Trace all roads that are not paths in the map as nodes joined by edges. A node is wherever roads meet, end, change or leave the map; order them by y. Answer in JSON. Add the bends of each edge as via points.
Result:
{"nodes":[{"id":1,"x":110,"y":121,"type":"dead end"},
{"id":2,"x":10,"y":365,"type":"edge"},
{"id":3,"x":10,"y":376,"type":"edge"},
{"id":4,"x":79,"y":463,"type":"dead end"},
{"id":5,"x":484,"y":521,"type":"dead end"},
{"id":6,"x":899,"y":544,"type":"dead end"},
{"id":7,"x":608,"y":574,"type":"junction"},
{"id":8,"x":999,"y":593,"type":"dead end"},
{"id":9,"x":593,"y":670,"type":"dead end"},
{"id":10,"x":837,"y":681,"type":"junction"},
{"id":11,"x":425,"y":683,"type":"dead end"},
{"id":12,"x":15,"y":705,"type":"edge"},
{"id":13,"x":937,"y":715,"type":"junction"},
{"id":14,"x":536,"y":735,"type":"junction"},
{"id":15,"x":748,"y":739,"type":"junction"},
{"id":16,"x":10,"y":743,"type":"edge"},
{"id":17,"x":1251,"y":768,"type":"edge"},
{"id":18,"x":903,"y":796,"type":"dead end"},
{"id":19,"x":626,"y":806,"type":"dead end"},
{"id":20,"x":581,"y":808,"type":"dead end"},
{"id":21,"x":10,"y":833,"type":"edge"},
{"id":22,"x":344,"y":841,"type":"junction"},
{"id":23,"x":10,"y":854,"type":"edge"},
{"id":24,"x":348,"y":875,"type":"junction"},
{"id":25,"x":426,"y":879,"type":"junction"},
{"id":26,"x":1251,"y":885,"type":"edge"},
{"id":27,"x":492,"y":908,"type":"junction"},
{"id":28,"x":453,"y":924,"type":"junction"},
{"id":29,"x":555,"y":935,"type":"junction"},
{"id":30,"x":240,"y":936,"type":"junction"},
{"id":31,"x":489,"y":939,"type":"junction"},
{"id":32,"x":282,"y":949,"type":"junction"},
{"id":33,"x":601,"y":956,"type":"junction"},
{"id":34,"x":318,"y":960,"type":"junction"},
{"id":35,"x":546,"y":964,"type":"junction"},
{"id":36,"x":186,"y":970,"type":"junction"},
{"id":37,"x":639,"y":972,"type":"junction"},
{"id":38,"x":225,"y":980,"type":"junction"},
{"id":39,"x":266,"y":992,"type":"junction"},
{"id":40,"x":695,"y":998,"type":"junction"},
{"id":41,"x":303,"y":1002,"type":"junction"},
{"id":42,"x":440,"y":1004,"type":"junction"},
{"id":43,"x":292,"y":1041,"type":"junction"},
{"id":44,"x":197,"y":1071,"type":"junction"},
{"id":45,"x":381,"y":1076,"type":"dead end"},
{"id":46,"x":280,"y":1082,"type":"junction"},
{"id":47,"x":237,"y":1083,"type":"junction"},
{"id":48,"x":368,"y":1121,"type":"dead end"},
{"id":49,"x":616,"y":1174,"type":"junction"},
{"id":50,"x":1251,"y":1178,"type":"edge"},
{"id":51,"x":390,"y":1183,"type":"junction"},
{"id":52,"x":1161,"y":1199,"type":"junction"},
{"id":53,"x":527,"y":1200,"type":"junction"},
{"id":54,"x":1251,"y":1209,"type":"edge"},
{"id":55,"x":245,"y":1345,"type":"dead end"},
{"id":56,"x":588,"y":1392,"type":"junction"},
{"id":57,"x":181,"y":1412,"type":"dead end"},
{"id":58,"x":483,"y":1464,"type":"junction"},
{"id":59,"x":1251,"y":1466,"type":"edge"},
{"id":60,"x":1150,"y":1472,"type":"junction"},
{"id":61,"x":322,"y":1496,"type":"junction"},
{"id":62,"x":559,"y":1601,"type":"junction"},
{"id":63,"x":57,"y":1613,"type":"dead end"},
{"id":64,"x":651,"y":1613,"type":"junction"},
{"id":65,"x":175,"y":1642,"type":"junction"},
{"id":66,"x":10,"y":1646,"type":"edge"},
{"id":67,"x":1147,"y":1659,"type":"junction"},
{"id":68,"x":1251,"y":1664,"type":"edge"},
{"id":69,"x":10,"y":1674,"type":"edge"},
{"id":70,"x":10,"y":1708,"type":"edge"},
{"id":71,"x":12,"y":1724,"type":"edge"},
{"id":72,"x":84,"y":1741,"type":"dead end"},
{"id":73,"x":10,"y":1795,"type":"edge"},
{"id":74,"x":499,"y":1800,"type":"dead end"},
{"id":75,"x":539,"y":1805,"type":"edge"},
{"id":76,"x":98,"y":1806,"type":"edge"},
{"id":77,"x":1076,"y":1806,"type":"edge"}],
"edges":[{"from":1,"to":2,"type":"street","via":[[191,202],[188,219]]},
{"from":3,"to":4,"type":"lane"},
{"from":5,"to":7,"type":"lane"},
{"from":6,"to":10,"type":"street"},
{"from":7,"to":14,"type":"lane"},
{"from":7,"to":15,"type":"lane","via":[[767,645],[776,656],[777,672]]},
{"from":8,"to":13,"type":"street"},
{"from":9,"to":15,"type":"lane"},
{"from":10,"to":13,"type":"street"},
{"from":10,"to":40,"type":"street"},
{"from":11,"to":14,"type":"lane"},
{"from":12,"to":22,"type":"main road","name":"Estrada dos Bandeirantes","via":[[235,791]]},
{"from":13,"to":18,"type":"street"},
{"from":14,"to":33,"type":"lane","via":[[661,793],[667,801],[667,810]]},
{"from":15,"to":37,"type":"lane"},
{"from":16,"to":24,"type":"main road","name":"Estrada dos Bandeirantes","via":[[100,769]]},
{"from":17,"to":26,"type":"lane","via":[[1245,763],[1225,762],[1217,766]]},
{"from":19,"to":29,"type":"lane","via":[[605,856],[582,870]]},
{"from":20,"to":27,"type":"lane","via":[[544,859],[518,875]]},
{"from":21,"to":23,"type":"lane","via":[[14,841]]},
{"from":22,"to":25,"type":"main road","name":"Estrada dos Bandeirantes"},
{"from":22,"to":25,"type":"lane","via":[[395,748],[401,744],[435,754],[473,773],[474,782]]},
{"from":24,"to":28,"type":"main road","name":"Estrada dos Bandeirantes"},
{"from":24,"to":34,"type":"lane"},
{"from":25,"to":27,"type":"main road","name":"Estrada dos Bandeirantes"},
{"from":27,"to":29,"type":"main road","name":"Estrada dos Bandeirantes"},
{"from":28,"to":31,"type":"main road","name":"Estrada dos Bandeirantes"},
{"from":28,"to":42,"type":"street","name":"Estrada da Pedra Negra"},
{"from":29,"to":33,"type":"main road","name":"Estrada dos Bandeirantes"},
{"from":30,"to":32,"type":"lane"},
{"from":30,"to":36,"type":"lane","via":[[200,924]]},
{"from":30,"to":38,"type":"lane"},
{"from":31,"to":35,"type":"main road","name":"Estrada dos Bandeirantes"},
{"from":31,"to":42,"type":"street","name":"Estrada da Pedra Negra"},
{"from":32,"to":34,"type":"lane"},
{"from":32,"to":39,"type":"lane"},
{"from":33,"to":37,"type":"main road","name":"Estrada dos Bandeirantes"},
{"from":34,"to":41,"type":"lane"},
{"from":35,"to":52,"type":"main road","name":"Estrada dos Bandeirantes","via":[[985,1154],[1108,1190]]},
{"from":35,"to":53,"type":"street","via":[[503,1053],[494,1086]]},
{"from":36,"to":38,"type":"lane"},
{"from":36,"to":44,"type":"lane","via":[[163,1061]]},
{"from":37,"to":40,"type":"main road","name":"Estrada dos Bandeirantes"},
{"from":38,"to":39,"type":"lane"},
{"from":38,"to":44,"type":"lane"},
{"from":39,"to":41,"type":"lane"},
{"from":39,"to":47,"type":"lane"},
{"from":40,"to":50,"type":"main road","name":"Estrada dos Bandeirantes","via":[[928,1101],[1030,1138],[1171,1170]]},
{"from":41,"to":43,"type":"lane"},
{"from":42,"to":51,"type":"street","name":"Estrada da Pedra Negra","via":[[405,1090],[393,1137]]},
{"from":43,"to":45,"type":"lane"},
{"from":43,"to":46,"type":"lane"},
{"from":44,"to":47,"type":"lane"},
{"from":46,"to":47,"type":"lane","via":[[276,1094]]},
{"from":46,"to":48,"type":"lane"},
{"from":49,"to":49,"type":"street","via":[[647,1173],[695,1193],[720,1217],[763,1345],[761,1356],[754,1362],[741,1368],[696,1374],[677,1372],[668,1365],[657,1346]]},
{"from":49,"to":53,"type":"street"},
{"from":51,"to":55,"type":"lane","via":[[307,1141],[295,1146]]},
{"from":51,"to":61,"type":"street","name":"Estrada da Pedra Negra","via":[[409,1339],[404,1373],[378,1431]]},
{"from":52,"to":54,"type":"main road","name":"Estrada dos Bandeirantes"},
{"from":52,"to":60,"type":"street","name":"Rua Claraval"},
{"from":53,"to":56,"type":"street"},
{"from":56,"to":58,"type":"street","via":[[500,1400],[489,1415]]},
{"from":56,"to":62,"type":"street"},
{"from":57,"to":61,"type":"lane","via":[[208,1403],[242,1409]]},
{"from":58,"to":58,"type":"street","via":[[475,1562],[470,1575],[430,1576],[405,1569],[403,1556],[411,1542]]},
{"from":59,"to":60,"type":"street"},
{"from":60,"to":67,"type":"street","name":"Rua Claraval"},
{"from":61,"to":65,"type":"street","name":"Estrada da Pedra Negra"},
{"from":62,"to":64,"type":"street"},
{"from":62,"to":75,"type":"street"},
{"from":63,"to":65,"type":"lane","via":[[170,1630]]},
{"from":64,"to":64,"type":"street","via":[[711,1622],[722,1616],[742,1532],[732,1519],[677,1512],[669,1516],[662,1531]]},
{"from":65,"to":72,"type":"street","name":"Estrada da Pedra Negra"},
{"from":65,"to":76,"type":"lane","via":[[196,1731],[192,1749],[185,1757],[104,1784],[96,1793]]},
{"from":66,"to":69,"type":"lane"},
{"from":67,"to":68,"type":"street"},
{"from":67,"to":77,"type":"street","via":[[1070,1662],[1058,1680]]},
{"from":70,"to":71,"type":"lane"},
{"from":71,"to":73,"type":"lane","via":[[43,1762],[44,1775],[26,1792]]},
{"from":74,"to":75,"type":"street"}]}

—————

▶ **Activity**
Across the listing, how many lines hold "Pedra"? The answer must be the number only.

▶ **Solution**
6